MechE faculty are involved in interdisciplinary centers all over campus. The collaborative research environment fosters boundary-crossing solutions to practical problems and a fertile environment for the growth of students and researchers.
Members of CAPS are recognized internationally as leaders in the study of air quality and atmospheric chemistry. Our unifying theme is the behavior of particulate matter in the atmosphere, including emissions, formation, transformation and deposition of particles as well as their climatological and health effects. We currently consist of five interwoven research groups directed by faculty members associated with Chemical Engineering, Civil and Environmental Engineering, Engineering and Public Policy, Mechanical Engineering in the College of Engineering and the Chemistry department in Mellon College of Science.
Director: Metin Sitti, Professor of Mechanical Engineering
This interdisciplinary center will bridge robotics efforts within the Department of Mechanical Engineering and with other departments and institutes at Carnegie Mellon University, such as Robotics, Electrical and Computer Engineering, and Biomedical Engineering, as well as with similar centers within the U.S. and abroad.
What do paint, pediatric liquid medicines, laundry detergent, cell membranes and mayonnaise have in common? They are all complex fluids. The Center for Complex Fluids Engineering is an interdisciplinary research and education effort involving two different colleges of Carnegie Mellon University. Faculty and graduate students from the College of Engineering and the College of Science perform research to solve problems in the formulation and processing of materials based on complex fluids.
Living systems interact with their environment in a tremendous diversity of ways. Mechanical signals are now recognized as a major mechanism of communication, which can influence cell migration, growth, and differentiation. The vision of the Center for the Mechanics and Engineering of Cellular Systems is that a comprehensive understanding of the input and output of mechanical signals inside living cells, and between cells and the environment is essential in numerous areas. Significant improvements in the prevention and treatment of cancer, birth defects, and aging, as well as novel applications such as engineered tissues, nutrition and biological nanomachines, may be achieved by manipulating mechanical interactions in integrated biological systems at the molecular, cellular, and multi-cellular scales. Through leveraging the long-standing transdisciplinary culture of Carnegie Mellon University, the Center is built upon strengths in engineering, physics, life sciences, and computation across multiple departments and colleges.

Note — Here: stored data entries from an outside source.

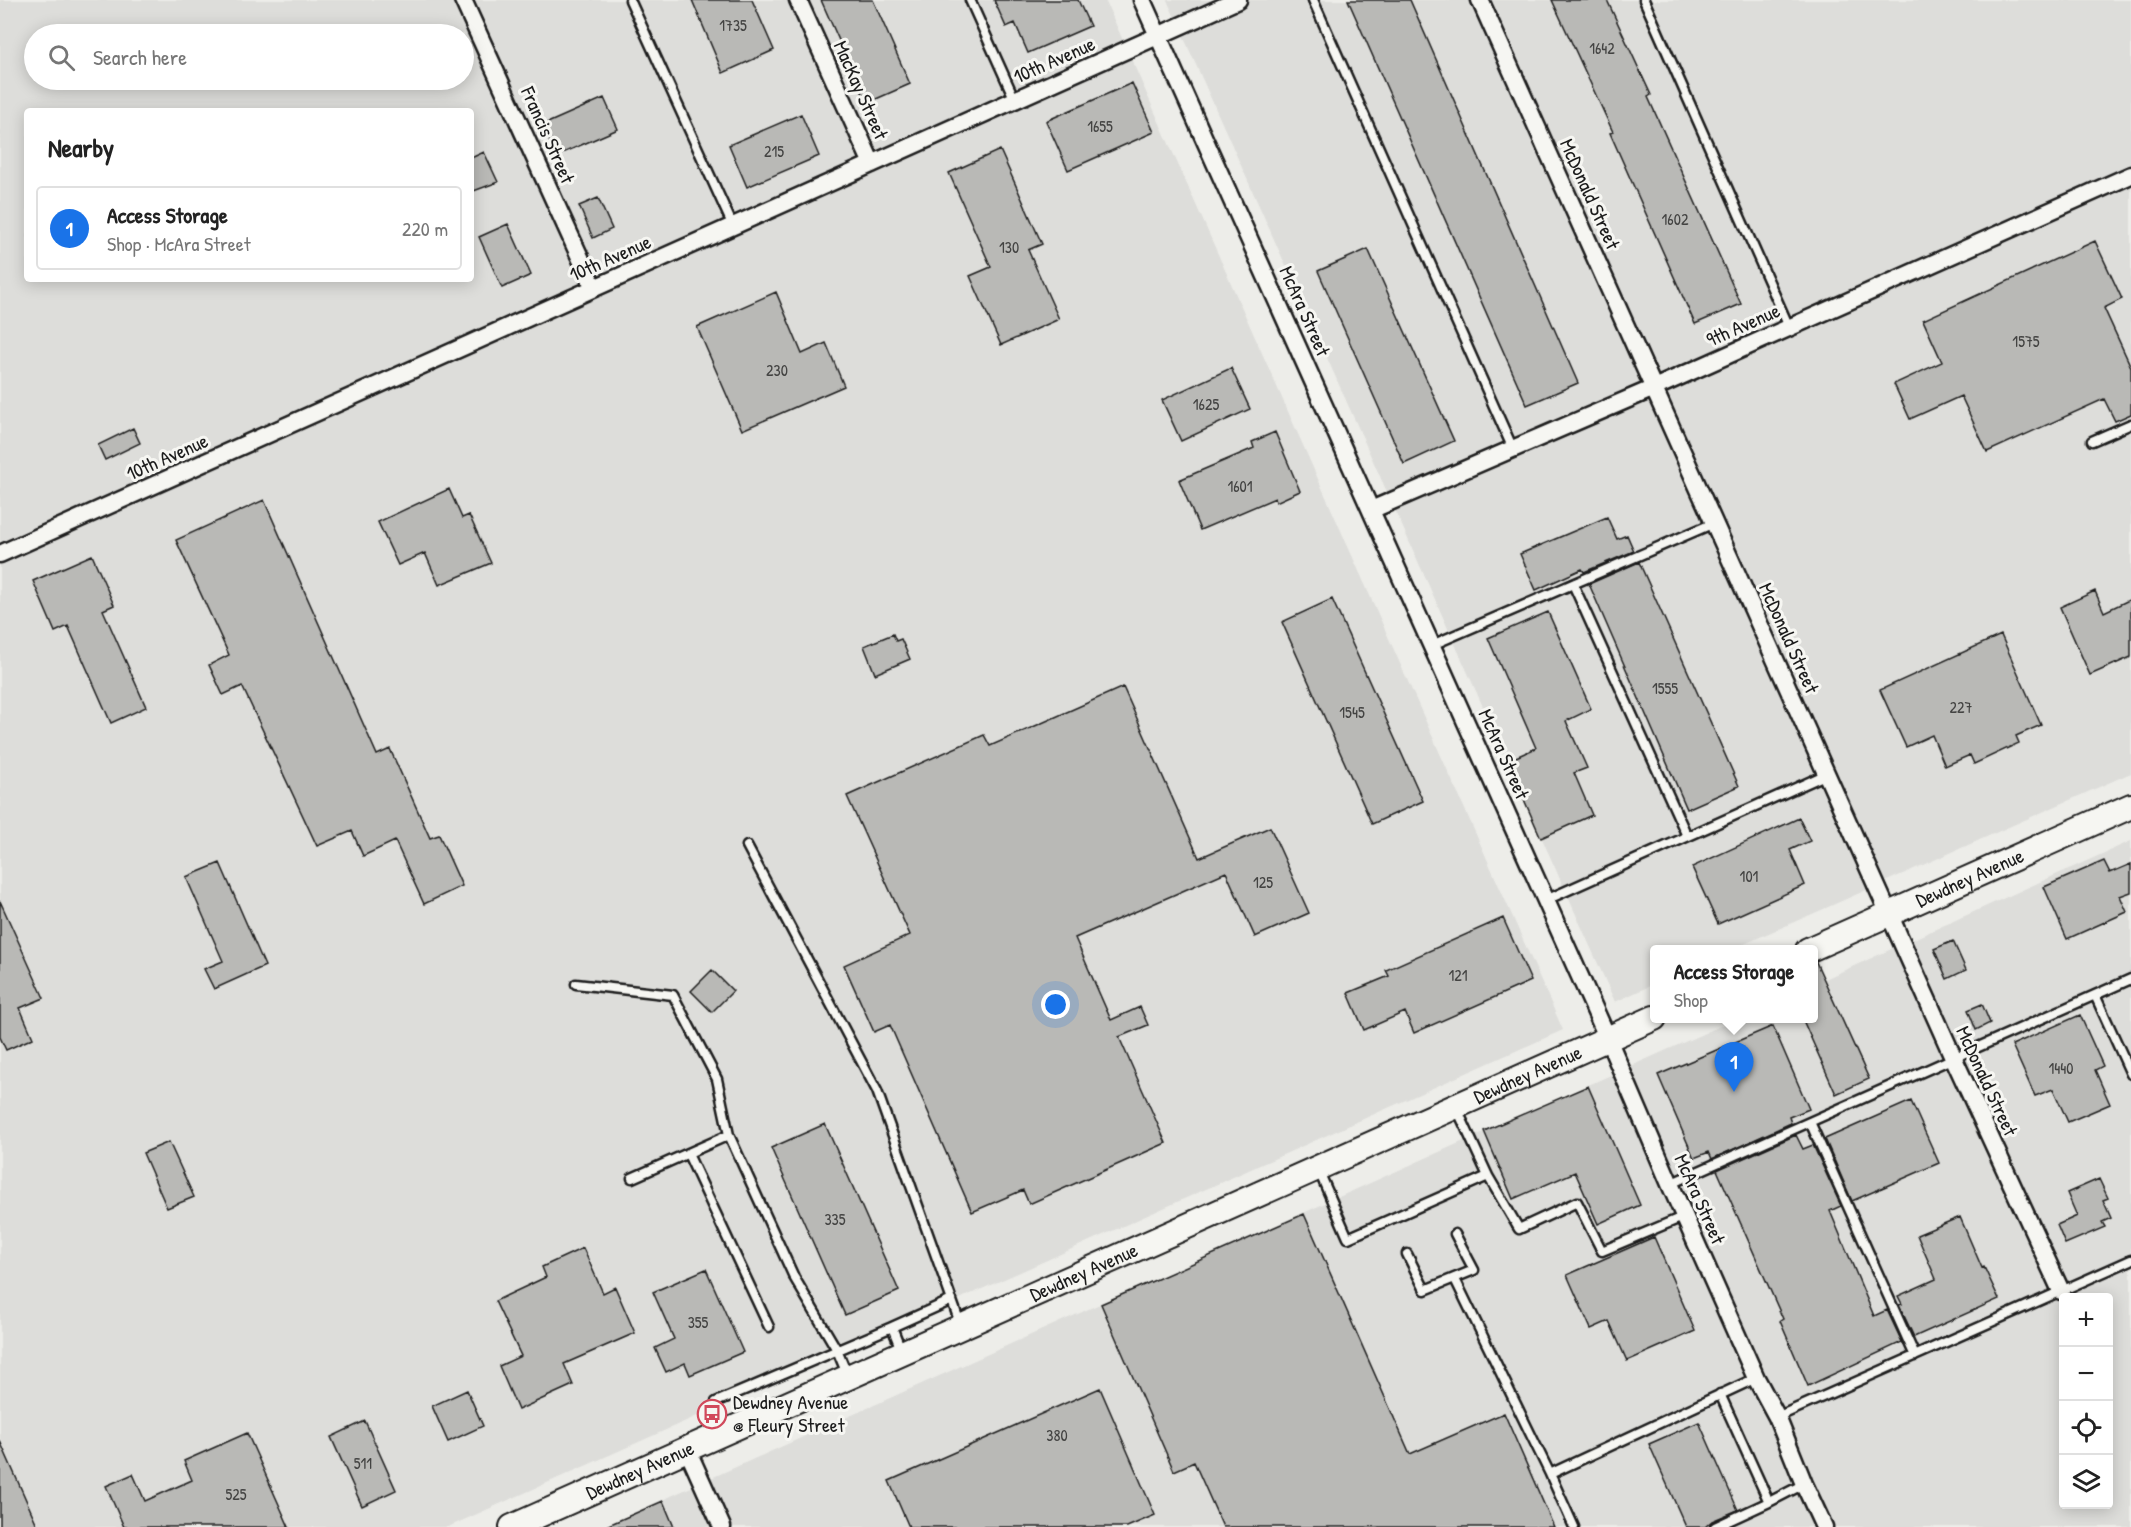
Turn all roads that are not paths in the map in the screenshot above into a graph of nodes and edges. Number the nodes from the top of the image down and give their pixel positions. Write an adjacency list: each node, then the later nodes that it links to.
1 (463, 0): 10 (street, Francis Street)
2 (630, 0): 16 (lane)
3 (798, 0): 14 (street, MacKay Street)
4 (970, 0): 13 (lane)
5 (1142, 0): 12 (street, McAra Street)
6 (1238, 0): 12 (street, 10th Avenue)
7 (1313, 0): 22 (lane)
8 (1480, 0): 19 (street, McDonald Street)
9 (1644, 0): 18 (lane)
10 (474, 24)
11 (474, 24): 17 (street, Francis Street)
12 (1158, 36): 13 (street, 10th Avenue); 23 (street, McAra Street)
13 (1015, 100): 14 (street, 10th Avenue)
14 (872, 164): 16 (street, 10th Avenue)
15 (2131, 175): 18 (street, 9th Avenue)
16 (733, 226): 17 (street, 10th Avenue)
17 (594, 288): 25 (street, 10th Avenue)
18 (1789, 327): 19 (street, 9th Avenue)
19 (1654, 388): 22 (street, 9th Avenue); 24 (street, McDonald Street)
20 (2131, 423): 21 (lane)
21 (2092, 441)
22 (1513, 448): 23 (street, 9th Avenue)
23 (1371, 510): 27 (street, McAra Street)
24 (1714, 523): 26 (lane); 28 (street, McDonald Street)
25 (0, 554)
26 (1573, 584): 27 (lane); 30 (lane)
27 (1432, 645): 32 (street, McAra Street)
28 (1827, 774): 30 (lane); 33 (street, McDonald Street)
29 (2131, 806): 33 (street, Dewdney Avenue)
30 (1687, 836): 32 (lane)
31 (747, 846): 56 (lane)
32 (1546, 900): 39 (street, McAra Street)
33 (1889, 914): 34 (street, Dewdney Avenue); 40 (street, McDonald Street)
34 (1818, 946)
35 (2131, 979): 37 (lane)
36 (576, 984): 44 (lane)
37 (2095, 995): 40 (lane); 41 (lane)
38 (1650, 1020): 39 (street, Dewdney Avenue)
39 (1608, 1038): 42 (street, Dewdney Avenue); 49 (street, McAra Street)
40 (1954, 1059): 43 (lane); 55 (street, McDonald Street)
41 (2131, 1074)
42 (1456, 1106): 46 (street, Dewdney Avenue); 47 (lane)
43 (1810, 1122): 49 (lane); 62 (lane)
44 (729, 1135): 45 (lane); 60 (lane)
45 (688, 1154): 48 (lane); 57 (lane)
46 (1317, 1168): 47 (lane); 59 (street, Dewdney Avenue)
47 (1488, 1176): 50 (lane)
48 (632, 1178)
49 (1670, 1184): 50 (street, McAra Street)
50 (1685, 1216): 64 (street, McAra Street)
51 (1455, 1234): 54 (lane)
52 (1407, 1254): 54 (lane)
53 (2131, 1260): 55 (lane)
54 (1455, 1279): 69 (lane)
55 (2061, 1292): 62 (lane)
56 (952, 1300): 58 (lane); 59 (lane)
57 (768, 1327)
58 (892, 1327): 60 (lane); 61 (lane)
59 (962, 1327): 61 (street, Dewdney Avenue)
60 (837, 1350): 63 (lane); 66 (lane)
61 (902, 1353): 63 (street, Dewdney Avenue)
62 (1915, 1356): 67 (lane)
63 (849, 1377): 68 (street, Dewdney Avenue)
64 (1756, 1377): 65 (lane); 67 (street, McAra Street)
65 (1720, 1394): 69 (lane); 71 (lane)
66 (716, 1402)
67 (1777, 1417): 70 (street, McAra Street)
68 (687, 1449): 72 (street, Dewdney Avenue); 73 (street)
69 (1550, 1474): 74 (lane)
70 (1804, 1484): 71 (lane); 76 (street, McAra Street)
71 (1769, 1502): 75 (lane)
72 (512, 1527)
73 (722, 1527)
74 (1574, 1527)
75 (1715, 1527)
76 (1824, 1527)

Co-Founder/Co-Director: Jonathan Cagan, George Tallman and Florence Barrett Ladd Professor in Engineering
Co-Founder/Co-Director: Peter Boatwright, Carnegie Bosch Professor of Marketing, Tepper School of Business
Co-Founder/Co-Director: Eric Anderson, Associate Dean, College of Fine Arts
The Integrated Innovation Institute is a joint initiative of the College of Engineering's Department of Mechanical Engineering, the College of Fine Arts (CFA)'s School of Design and the Tepper School of Business. The Institute is built on primary disciplines in product and service innovation covering functional performance (engineering), human interface (design), and economic value (business). The Institute focuses on education and research in innovation methods and practice. It is unique among top educational institutions in that it unites the three disciplines to cross train students to become elite innovators, which enhances the effectiveness of thinking and generating results.
The vision of the NextManufacturing Center is to use the challenges presented by additive manufacturing as a focus for research, but also as a testbed for developing tools for a broad range of complex manufacturing processes. We see this as the next step for AM research. Thrust areas include: process modeling and process/property relationships; powder and part properties; new technology commercialization, regulation and public policy; design and process planning; powder spreading, surface properties and finishing; bio and electronic applications; AM robotics and automation; innovative component fabrication by AM.
Director: Jeremy Michalek, Associate Professor of Mechanical Engineering
The Carnegie Mellon Vehicle Electrification Group was founded by Professors Jeremy Michalek and Jay Whitacre in 2009 to study electrified vehicles, including hybrid electric vehicles, plug-in hybrid electric vehicles, and battery electric vehicles. Research thrust areas include: life-cycle economic, environmental, and security implications of electrified vehicles; battery technology development, design, and evaluation; vehicle systems assessment, optimization, and integration with the electrical grid; and public policy evaluation.